History of Ora Carpenter Omerza
by Ora C. Omerza
compiled by Madge Omerza Thomas, daughter
by Ora C. Omerza
compiled by Madge Omerza Thomas, daughter
My very first memory was of my sister Bertha and me walking from our house in Thatcher, on 1st Street and the highway to my Grandparents home on 1st Ave. As we turned the corner from 1st Street to 1st Avenue I can remember being afraid because it was getting dark. Bertha said, “There’s Grandmas house” and then everything seemed to be alright. I think I was three years old at that time. My mother and Bertha tell me I was 5. I know when we got to Grandma’s house she was so glad to see us and told us how brave we were to come all the way by ourselves.
I was born 7 August 1912 in Thatcher, Arizona. My parents were Frank Carpenter son of Erastus Snow Carpenter and Julia Van Orden Carpenter and Lucinda Tyler, daughter of Frank Newton and Mary Adelia Pace Tyler.
My mother tells me I was born in the late afternoon during a thunderstorm. I was the second child in a family of seven. Bertha, Florence, Ivan F., Afton J., Floyd Lamont, and Reid S.
I started school in Thatcher when I was six. I don’t remember much about my first year only that my Aunt Emma Carpenter, my father’s sister, was my first grade teacher. We had our picture of the 1st grade taken on the back steps of the school.
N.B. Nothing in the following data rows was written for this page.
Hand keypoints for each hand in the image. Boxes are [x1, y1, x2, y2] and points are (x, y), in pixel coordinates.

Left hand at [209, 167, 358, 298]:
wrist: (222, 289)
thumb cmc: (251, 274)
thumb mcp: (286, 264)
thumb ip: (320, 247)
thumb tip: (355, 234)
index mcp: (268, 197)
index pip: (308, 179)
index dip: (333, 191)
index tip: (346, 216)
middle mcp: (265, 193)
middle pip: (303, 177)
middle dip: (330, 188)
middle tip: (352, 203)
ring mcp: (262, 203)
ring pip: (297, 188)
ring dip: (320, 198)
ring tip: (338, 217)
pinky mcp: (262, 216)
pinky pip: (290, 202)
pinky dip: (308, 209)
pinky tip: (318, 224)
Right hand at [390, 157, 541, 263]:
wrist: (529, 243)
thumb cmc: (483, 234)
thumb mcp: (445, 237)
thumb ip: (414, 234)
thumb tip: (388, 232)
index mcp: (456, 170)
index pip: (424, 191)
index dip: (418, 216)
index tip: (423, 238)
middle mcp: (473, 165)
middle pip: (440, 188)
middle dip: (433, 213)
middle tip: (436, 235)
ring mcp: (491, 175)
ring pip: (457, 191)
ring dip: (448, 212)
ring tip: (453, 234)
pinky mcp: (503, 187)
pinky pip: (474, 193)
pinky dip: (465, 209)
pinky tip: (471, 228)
When I was in the second grade we moved to Eden, Arizona. The first three grades met in one building and the fourth through 8th met in another. I remember my Aunt Emma coming to see me when I was in the second grade. The teacher told me there was some one to see me and I had permission to leave the room. I felt so important to think some one wanted to see me.
I have quite a few memories of Eden. We lived about a mile out of town on a hill. At the bottom of the hill was our farm. We just had a little back yard and then it dropped down the hill quite a steep drop. At the foot of the hill was an irrigation ditch and a foot bridge. We had a trail from the back door down the hill and over the bridge. We usually went down the hill on the run as it was so steep.
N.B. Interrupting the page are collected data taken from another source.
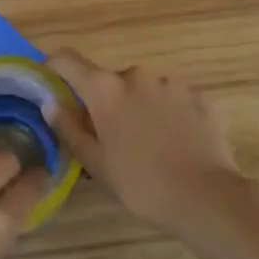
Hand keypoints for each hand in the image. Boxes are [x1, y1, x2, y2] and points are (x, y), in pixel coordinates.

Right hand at [47, 49, 245, 236]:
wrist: (208, 197)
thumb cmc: (142, 184)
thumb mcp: (97, 164)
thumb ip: (69, 129)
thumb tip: (49, 103)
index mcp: (105, 88)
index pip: (67, 60)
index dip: (54, 68)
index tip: (52, 85)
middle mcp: (135, 74)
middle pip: (108, 80)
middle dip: (105, 102)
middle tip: (110, 137)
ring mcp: (169, 81)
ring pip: (141, 89)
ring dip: (138, 107)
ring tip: (149, 144)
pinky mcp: (197, 94)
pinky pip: (170, 98)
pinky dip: (166, 113)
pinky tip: (175, 143)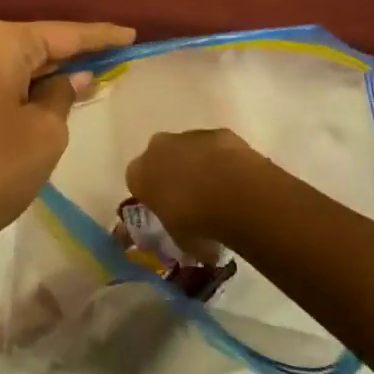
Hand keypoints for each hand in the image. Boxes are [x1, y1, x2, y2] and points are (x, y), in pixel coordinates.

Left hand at [0, 19, 134, 265]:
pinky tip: (47, 98)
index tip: (132, 35)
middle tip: (115, 58)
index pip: (63, 33)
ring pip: (15, 64)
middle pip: (37, 43)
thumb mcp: (44, 134)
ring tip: (89, 77)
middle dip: (74, 54)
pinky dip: (24, 88)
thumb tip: (70, 78)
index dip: (100, 36)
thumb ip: (63, 96)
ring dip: (48, 73)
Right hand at [124, 128, 271, 250]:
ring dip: (198, 166)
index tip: (165, 210)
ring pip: (188, 150)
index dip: (152, 196)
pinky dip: (222, 160)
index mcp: (139, 173)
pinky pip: (215, 147)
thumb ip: (175, 233)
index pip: (137, 182)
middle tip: (190, 200)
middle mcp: (157, 148)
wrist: (232, 193)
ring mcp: (188, 136)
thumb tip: (187, 240)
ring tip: (218, 193)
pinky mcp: (217, 133)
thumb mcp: (178, 239)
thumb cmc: (194, 221)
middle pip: (160, 159)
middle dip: (172, 174)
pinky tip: (236, 181)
One day I remember running down the hill and over the bridge. I was looking down to be sure of my footing and crossing the bridge. As I crossed the bridge and was on level ground I looked up and there in a big cottonwood tree sat a big hoot owl. I was so frightened I turned around and back up the hill I went. I went up faster than I went down.
Our house had a screened porch all across the front an in the summer we slept on the porch. All we had in our front yard was rocks and chaparral but I could always see shadowy figures making their way to get me in the middle of the night when I was sleeping on the porch.
Cars weren’t too plentiful at that time. We did most of our traveling with a horse and buggy or wagon. We had a pony named Pidgion. Mother was a counselor in the Primary. She would load us in the buggy and away we’d go to Primary. Pidgion was a very gentle little pony. The only thing was, no one had ever explained to her that cars were here to stay and they were really harmless. Everytime she met a car on the road, which wasn’t too often, she would rear up on her hind legs and whinnie. That didn’t seem to bother Mother too much but sitting in the front of the buggy and seeing this horse on its hind legs pawing the air and making that awful sound was something I could do without. Everytime I got in the buggy I hoped we wouldn’t meet a car.